(Data records Opens)

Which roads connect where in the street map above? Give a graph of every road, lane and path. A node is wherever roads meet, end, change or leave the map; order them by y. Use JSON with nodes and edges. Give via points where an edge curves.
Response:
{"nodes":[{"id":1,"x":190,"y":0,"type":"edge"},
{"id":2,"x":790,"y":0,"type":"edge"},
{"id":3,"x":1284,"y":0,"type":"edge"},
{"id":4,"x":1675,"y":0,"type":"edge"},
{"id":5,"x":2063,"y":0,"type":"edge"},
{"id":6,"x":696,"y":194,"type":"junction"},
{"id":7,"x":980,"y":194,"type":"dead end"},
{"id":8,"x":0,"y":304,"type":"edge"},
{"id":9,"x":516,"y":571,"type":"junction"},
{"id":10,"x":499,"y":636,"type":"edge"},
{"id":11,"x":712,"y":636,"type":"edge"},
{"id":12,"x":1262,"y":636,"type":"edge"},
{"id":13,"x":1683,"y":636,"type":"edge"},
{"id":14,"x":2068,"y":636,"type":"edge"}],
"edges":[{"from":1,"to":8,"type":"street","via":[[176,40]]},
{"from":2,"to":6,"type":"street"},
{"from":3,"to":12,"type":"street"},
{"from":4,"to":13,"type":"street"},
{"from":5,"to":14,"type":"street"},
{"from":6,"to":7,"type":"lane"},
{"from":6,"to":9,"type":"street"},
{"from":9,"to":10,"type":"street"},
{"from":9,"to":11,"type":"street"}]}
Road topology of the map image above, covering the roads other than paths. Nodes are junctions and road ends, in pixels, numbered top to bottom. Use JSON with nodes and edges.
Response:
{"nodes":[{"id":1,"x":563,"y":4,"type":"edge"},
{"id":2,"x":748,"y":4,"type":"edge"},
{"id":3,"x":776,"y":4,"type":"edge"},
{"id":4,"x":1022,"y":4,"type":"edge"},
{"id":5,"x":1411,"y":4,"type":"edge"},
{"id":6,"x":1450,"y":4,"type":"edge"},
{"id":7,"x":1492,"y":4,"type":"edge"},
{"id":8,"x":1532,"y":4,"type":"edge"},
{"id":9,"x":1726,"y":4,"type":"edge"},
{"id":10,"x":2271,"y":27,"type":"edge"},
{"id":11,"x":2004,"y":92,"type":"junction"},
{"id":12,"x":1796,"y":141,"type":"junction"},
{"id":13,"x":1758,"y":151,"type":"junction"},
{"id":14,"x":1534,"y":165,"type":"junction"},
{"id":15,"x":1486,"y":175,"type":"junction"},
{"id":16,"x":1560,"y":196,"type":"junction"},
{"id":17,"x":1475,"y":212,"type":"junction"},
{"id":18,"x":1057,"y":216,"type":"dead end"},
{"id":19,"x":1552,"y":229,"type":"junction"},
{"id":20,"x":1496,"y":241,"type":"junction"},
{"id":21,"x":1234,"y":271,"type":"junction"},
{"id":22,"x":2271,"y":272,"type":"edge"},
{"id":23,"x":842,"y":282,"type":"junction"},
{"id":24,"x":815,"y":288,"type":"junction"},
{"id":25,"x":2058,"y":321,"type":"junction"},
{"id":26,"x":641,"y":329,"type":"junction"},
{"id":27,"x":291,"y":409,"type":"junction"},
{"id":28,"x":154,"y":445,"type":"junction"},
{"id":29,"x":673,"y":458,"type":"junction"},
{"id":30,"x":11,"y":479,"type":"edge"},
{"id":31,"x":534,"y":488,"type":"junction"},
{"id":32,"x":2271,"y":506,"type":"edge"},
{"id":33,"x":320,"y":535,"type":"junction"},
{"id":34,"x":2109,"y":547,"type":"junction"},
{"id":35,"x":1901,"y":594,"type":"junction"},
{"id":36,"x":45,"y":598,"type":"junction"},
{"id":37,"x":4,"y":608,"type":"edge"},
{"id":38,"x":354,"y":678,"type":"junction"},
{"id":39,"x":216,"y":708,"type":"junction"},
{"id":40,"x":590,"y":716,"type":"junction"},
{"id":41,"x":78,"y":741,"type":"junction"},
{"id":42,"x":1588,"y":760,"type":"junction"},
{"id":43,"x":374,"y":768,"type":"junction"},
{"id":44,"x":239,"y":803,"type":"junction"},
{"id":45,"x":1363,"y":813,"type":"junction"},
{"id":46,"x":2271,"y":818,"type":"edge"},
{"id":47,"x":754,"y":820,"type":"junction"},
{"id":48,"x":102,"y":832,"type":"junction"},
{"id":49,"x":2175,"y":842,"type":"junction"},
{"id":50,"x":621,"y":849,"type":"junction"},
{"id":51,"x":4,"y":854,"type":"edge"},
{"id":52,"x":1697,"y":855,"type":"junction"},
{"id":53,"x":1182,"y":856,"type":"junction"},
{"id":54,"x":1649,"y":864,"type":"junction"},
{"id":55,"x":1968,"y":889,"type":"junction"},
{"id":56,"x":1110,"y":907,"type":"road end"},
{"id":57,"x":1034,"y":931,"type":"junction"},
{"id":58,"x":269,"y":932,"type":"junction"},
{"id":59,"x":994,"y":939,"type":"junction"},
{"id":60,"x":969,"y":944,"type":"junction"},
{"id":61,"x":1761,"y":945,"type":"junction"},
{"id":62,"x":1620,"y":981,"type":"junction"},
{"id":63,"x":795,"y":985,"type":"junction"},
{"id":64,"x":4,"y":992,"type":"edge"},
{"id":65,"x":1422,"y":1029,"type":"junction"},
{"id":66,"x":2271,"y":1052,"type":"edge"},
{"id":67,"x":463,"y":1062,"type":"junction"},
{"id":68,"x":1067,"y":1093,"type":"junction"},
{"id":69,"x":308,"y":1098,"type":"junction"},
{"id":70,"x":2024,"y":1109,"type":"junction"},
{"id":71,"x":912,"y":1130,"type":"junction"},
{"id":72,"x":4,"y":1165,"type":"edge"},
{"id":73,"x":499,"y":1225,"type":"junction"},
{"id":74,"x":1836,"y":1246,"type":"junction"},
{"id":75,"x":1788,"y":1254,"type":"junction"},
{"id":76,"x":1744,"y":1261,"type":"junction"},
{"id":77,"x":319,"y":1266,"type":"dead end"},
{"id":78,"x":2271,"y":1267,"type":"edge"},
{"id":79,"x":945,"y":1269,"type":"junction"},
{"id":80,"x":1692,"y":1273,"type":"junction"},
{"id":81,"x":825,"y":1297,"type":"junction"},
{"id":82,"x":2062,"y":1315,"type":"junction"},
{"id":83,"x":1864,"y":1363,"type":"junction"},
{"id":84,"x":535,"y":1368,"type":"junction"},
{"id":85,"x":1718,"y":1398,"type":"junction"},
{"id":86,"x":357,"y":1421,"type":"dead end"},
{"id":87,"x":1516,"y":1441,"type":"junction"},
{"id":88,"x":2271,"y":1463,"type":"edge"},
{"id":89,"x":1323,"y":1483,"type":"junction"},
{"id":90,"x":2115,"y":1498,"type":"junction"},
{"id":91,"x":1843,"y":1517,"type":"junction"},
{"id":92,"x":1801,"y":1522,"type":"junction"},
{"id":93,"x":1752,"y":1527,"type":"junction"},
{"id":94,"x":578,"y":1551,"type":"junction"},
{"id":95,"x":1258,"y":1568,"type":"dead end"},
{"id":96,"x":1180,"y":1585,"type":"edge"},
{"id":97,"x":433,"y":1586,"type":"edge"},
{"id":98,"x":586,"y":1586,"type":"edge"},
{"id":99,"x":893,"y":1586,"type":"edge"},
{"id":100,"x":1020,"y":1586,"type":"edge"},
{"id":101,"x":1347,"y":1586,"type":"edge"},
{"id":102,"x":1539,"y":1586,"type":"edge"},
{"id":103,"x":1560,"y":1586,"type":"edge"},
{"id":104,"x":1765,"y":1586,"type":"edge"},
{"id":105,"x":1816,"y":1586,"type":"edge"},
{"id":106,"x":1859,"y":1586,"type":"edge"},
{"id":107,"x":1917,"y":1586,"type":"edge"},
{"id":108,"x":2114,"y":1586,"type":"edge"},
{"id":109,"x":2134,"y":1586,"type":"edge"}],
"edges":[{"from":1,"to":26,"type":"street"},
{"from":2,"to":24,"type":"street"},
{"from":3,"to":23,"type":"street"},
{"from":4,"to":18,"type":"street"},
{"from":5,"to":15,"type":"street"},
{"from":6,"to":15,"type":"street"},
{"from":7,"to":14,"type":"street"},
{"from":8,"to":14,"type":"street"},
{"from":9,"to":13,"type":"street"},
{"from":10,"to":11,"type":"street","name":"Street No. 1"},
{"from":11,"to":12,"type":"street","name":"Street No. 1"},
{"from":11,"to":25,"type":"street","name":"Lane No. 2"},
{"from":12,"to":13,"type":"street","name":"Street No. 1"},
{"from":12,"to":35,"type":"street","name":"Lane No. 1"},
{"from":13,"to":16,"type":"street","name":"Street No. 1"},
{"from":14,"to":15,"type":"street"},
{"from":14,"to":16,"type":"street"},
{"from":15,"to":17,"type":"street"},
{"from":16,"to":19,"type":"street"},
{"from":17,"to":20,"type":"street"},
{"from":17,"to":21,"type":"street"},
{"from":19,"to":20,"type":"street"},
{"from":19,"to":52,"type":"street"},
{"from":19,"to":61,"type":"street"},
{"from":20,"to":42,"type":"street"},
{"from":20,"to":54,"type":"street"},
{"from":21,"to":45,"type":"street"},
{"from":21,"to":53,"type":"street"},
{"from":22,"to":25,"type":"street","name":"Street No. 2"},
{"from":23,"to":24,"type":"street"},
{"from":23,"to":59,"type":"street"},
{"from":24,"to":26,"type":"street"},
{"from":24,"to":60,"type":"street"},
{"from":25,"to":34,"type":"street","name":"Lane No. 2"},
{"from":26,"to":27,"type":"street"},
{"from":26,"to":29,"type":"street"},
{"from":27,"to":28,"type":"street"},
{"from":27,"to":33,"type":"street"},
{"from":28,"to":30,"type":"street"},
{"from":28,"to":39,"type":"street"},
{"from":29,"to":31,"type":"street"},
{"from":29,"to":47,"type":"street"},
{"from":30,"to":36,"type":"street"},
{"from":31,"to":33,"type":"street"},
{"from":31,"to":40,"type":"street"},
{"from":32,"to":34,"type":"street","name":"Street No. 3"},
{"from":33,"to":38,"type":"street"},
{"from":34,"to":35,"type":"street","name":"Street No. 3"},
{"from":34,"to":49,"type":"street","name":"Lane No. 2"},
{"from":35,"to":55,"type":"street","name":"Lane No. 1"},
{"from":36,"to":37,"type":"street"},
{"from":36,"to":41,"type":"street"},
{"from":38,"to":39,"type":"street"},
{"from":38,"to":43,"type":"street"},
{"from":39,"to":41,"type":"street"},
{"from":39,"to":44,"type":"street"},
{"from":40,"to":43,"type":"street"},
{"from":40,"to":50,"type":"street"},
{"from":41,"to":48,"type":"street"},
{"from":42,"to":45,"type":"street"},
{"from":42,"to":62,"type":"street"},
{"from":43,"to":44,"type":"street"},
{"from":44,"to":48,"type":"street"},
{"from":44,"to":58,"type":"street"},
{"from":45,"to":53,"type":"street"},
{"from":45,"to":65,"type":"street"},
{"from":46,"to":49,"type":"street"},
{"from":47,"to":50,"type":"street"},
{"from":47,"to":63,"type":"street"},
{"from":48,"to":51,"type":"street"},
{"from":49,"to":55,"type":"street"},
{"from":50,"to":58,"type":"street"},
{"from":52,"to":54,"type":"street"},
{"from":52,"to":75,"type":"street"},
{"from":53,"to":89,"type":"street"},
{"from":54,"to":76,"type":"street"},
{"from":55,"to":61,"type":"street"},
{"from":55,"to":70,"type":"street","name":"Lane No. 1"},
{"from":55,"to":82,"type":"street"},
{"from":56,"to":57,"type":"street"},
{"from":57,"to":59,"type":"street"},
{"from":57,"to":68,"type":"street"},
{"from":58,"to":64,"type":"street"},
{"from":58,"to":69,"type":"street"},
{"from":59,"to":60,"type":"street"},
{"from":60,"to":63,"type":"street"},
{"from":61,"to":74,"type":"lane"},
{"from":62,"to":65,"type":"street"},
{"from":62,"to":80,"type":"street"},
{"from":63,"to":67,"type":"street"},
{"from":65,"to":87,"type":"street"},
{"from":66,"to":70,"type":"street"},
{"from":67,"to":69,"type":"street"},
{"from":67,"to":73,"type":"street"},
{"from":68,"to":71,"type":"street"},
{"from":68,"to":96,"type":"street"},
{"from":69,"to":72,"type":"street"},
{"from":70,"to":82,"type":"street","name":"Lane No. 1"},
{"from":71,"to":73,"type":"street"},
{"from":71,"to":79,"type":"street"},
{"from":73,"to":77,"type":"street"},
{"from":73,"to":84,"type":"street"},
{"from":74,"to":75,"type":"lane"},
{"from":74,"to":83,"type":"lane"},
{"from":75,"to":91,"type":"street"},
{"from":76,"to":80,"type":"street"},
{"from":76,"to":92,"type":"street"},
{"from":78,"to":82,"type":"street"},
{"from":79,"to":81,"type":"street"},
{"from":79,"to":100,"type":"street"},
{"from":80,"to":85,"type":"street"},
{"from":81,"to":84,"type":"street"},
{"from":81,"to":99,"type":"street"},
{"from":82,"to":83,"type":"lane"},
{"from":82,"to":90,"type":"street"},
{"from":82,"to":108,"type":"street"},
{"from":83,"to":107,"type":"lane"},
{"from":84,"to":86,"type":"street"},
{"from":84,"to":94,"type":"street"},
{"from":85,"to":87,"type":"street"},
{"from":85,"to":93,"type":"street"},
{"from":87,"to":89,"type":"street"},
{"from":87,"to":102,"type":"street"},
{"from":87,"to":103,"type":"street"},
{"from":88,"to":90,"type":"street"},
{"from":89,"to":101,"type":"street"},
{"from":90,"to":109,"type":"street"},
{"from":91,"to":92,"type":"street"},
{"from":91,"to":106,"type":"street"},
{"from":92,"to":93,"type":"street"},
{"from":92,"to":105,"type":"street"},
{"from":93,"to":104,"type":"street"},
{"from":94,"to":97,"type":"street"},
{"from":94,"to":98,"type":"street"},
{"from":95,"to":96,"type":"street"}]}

(Data records Closes)

» Aim of the task: Please return a copy of each line in the entries that has the string "JSON".

» Response for this exercise:
Which roads connect where in the street map above? Give a graph of every road, lane and path. A node is wherever roads meet, end, change or leave the map; order them by y. Use JSON with nodes and edges. Give via points where an edge curves.
Road topology of the map image above, covering the roads other than paths. Nodes are junctions and road ends, in pixels, numbered top to bottom. Use JSON with nodes and edges.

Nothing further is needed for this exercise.